Performance issue (possible codegen bug?)

dextorious commented 7 years ago

Consider the following benchmark code, taken from the collision kernel of a lattice Boltzmann simulation:

function collide_kernel!(n, ρ, ux, uy, ex, ey, w, Q, NX, NY, ω)
  for y in 1 : NY
    for x in 1 : NX
      ρ[x,y], ux[x,y], uy[x,y] = 0., 0., 0.
      for q in 1 : Q
        nq = n[q,x,y]
        ρ[x,y] += nq
        ux[x,y] = muladd(ex[q], nq, ux[x,y])
        uy[x,y] = muladd(ey[q], nq, uy[x,y])
      end
      ρ_inv = 1. / ρ[x,y]
      ux[x,y] *= ρ_inv
      uy[x,y] *= ρ_inv
      usqr = ux[x,y]*ux[x,y] + uy[x,y]*uy[x,y]
      for q in 1 : Q
        eu = 3 * (ex[q]*ux[x,y] + ey[q]*uy[x,y])
        neq = ρ[x,y] * w[q] * ( 1 + eu + 0.5*eu*eu - 1.5*usqr )
        n[q,x,y] = (1 - ω)*n[q,x,y] + ω*neq
      end
    end
  end
  nothing
end

function init_data(N)
  Q = 9
  n = rand(Q,N,N)
  ρ = zeros(N,N)
  ux, uy = zeros(N,N), zeros(N,N)
  ex = Vector{Float64}([0, 1, 0, -1, 0, 1, -1, -1, 1])
  ey = Vector{Float64}([0, 0, 1, 0, -1, 1, 1, -1, -1])
  w  = Vector{Float64}([4/9, 1/9, 1/9, 1/9, 1/9, 1/36, 1/36, 1/36, 1/36])
  return n, ρ, ux, uy, ex, ey, w, Q, N, N, 0.6
end

Benchmarking the code with (data) = init_data(1000); @benchmark collide_kernel!(data...) gives a very consistent 67 ms with Julia started with julia -O3 --check-bounds=no. The Julia installation in question has a system image built to take advantage of the target architecture (Haswell).

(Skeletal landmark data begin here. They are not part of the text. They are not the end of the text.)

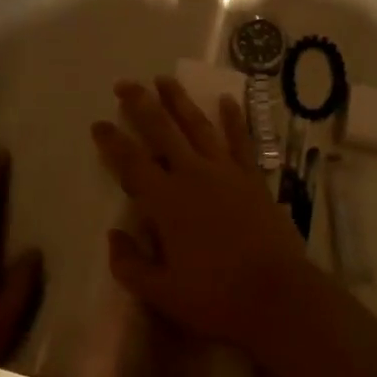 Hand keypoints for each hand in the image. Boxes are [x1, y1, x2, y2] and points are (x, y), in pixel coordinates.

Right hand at [91, 77, 314, 348]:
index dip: (112, 141)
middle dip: (141, 104)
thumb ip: (130, 264)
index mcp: (166, 201)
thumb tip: (113, 236)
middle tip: (126, 84)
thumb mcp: (162, 293)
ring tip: (165, 79)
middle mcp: (193, 175)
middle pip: (162, 130)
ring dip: (179, 101)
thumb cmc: (216, 297)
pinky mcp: (253, 177)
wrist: (278, 296)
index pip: (131, 162)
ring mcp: (226, 172)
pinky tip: (227, 100)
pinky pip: (241, 140)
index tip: (98, 123)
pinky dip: (234, 118)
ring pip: (198, 126) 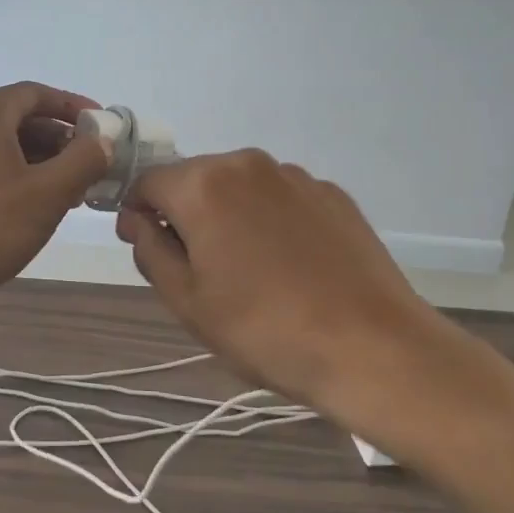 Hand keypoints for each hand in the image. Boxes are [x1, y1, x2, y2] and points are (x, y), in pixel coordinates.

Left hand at [0, 82, 113, 306]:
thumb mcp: (45, 193)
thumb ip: (82, 161)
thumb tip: (103, 139)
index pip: (39, 94)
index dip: (74, 108)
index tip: (104, 128)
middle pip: (24, 119)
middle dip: (63, 141)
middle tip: (94, 168)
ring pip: (8, 148)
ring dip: (44, 164)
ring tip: (73, 195)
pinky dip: (20, 180)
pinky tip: (37, 211)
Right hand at [119, 150, 476, 439]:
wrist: (374, 349)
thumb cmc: (265, 329)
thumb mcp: (187, 302)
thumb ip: (150, 250)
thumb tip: (139, 220)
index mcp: (203, 184)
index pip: (147, 181)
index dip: (138, 214)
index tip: (149, 250)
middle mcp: (247, 163)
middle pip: (194, 179)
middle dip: (185, 214)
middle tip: (201, 271)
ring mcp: (295, 175)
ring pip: (239, 187)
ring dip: (229, 215)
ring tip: (252, 272)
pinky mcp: (333, 193)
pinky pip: (281, 198)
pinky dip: (271, 220)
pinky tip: (291, 266) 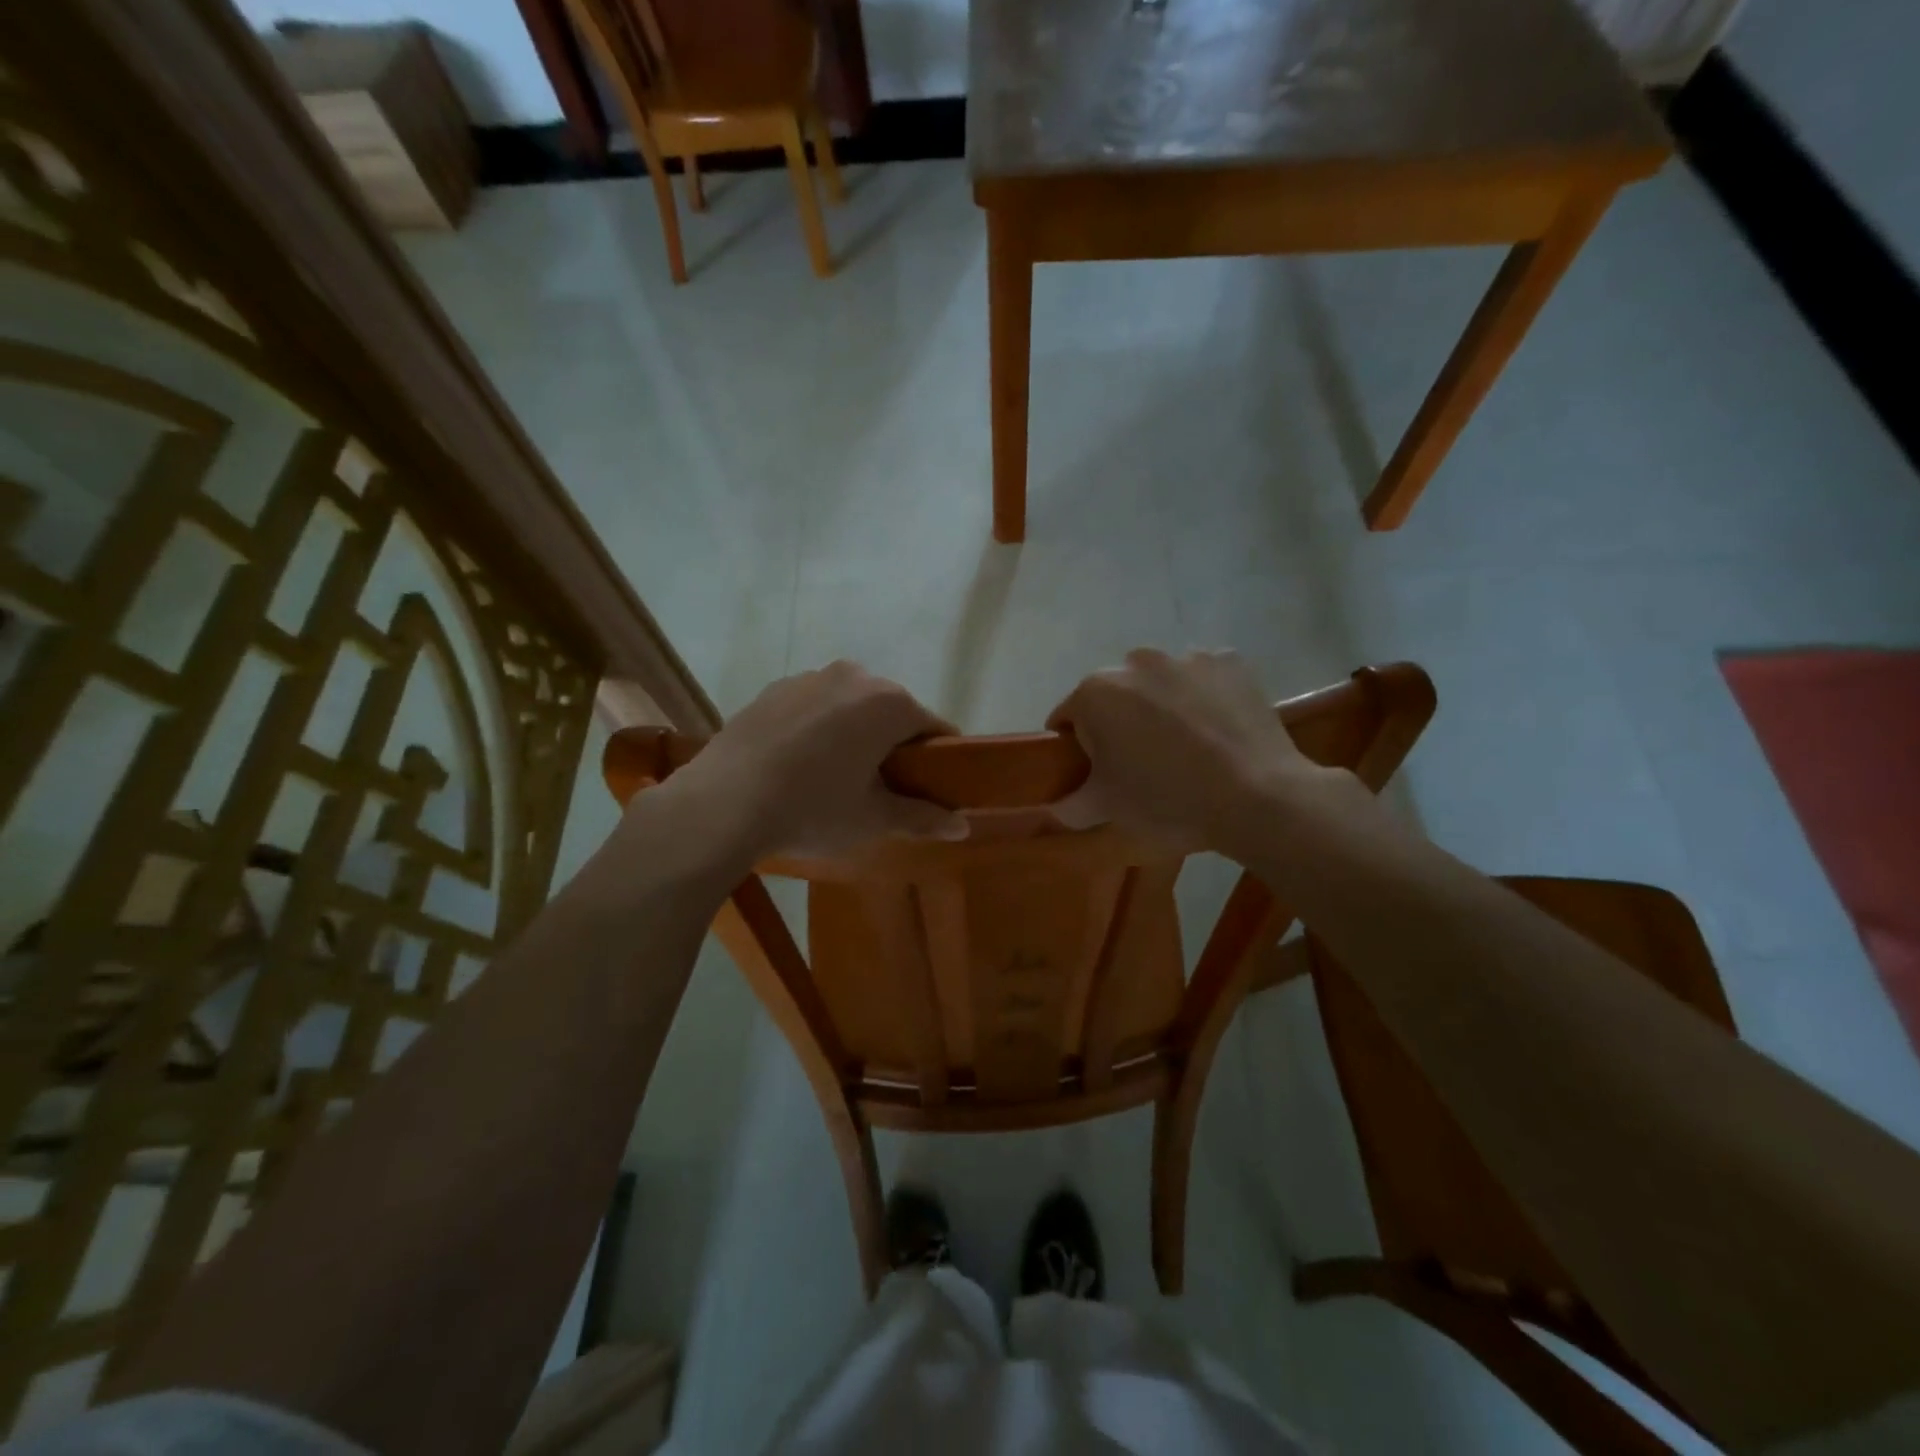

To evaluate if this can be optimized further, I ran a C++ version of the same code through clang v4.0.0 (using --std=c++14 -O3 -march=native):

#include <chrono>
#include <iostream>
#include <memory>
#include <random>

static void collision_kernel(double* n, double* ux, double* uy, double* rho,
    const double* ex, const double* ey, const double* w,
    const int Q, const int NX, const int NY, const double omega) {
  for (int i = 0; i < NX; ++i) 
    for (int j = 0; j < NY; ++j) {
      const int idx = i*NY + j;
      ux[idx] = 0.0;
      uy[idx] = 0.0;
      rho[idx] = 0.0;
      for (int q = 0; q < Q; ++q) {
        const double nq = n[idx * Q + q];
        rho[idx] += nq;
        ux[idx] += ex[q] * nq;
        uy[idx] += ey[q] * nq;
      }
      const double rho_inv = 1. / rho[idx];
      ux[idx] *= rho_inv;
      uy[idx] *= rho_inv;
      const double usqr = ux[idx] * ux[idx] + uy[idx] * uy[idx];
      for (int q = 0; q < Q; ++q) {
        const double eu = 3 * (ex[q] * ux[idx] + ey[q] * uy[idx]);
        const double neq = rho[idx] * w[q] * (1.0 + eu + 0.5*eu*eu - 1.5*usqr);
        n[idx*Q + q] = (1 - omega)*n[idx*Q + q] + omega*neq;
      }
    }  
}

int main() {
  const unsigned int NX = 1000;
  const unsigned int NY = 1000;
  const unsigned int N = NX * NY;
  const unsigned int Q = 9;
  const double ex[9] = { 0., 1., 0., -1., 0., 1., -1., -1., 1. };
  const double ey[9] = { 0., 0., 1., 0., -1., 1., 1., -1., -1. };
  const double w[9] = { 4. / 9., 1. / 9., 1. / 9., 1. / 9., 1. / 9., 1. / 36., 1. / 36., 1. / 36., 1. / 36. };
  double* n = new double[N*Q];
  double* ux = new double[N];
  double* uy = new double[N];
  double* rho = new double[N];
  std::random_device rd;
  std::mt19937 mt(rd());
  std::uniform_real_distribution<double> dist(0.0, 1.0);
  for (auto i = 0; i < N; ++i) {
    ux[i] = 0.0;
    uy[i] = 0.0;
    rho[i] = 1.0;
    for (auto q = 0; q < 9; ++q) {
      n[9 * i + q] = dist(mt);
    }
  }
  const unsigned int benchmarkCount = 1000;
  auto start = std::chrono::steady_clock::now();
  for (unsigned int t = 0; t < benchmarkCount; ++t)
    collision_kernel(n, ux, uy, rho, ex, ey, w, Q, NX, NY, 0.6);
  auto end = std::chrono::steady_clock::now();
  auto diff = end - start;
  std::cout << "n[0] = " << n[0] << std::endl;
  std::cout << "Time = " << std::chrono::duration<double, std::milli>(diff).count() / benchmarkCount << " ms" << std::endl;
  return 0;
}

The C++ code gives a consistent 32 ms, a 2.1x advantage over the Julia code. Comparing the assembly produced by LLVM in both cases, the main differences that stand out involve the use of vector loads/stores and loop unrolling (which is far more extensive in the case of clang). I'm not sufficiently familiar with Julia internals to speculate as to whether this is the consequence of a known limitation or a new issue, so I'm reporting it here just in case.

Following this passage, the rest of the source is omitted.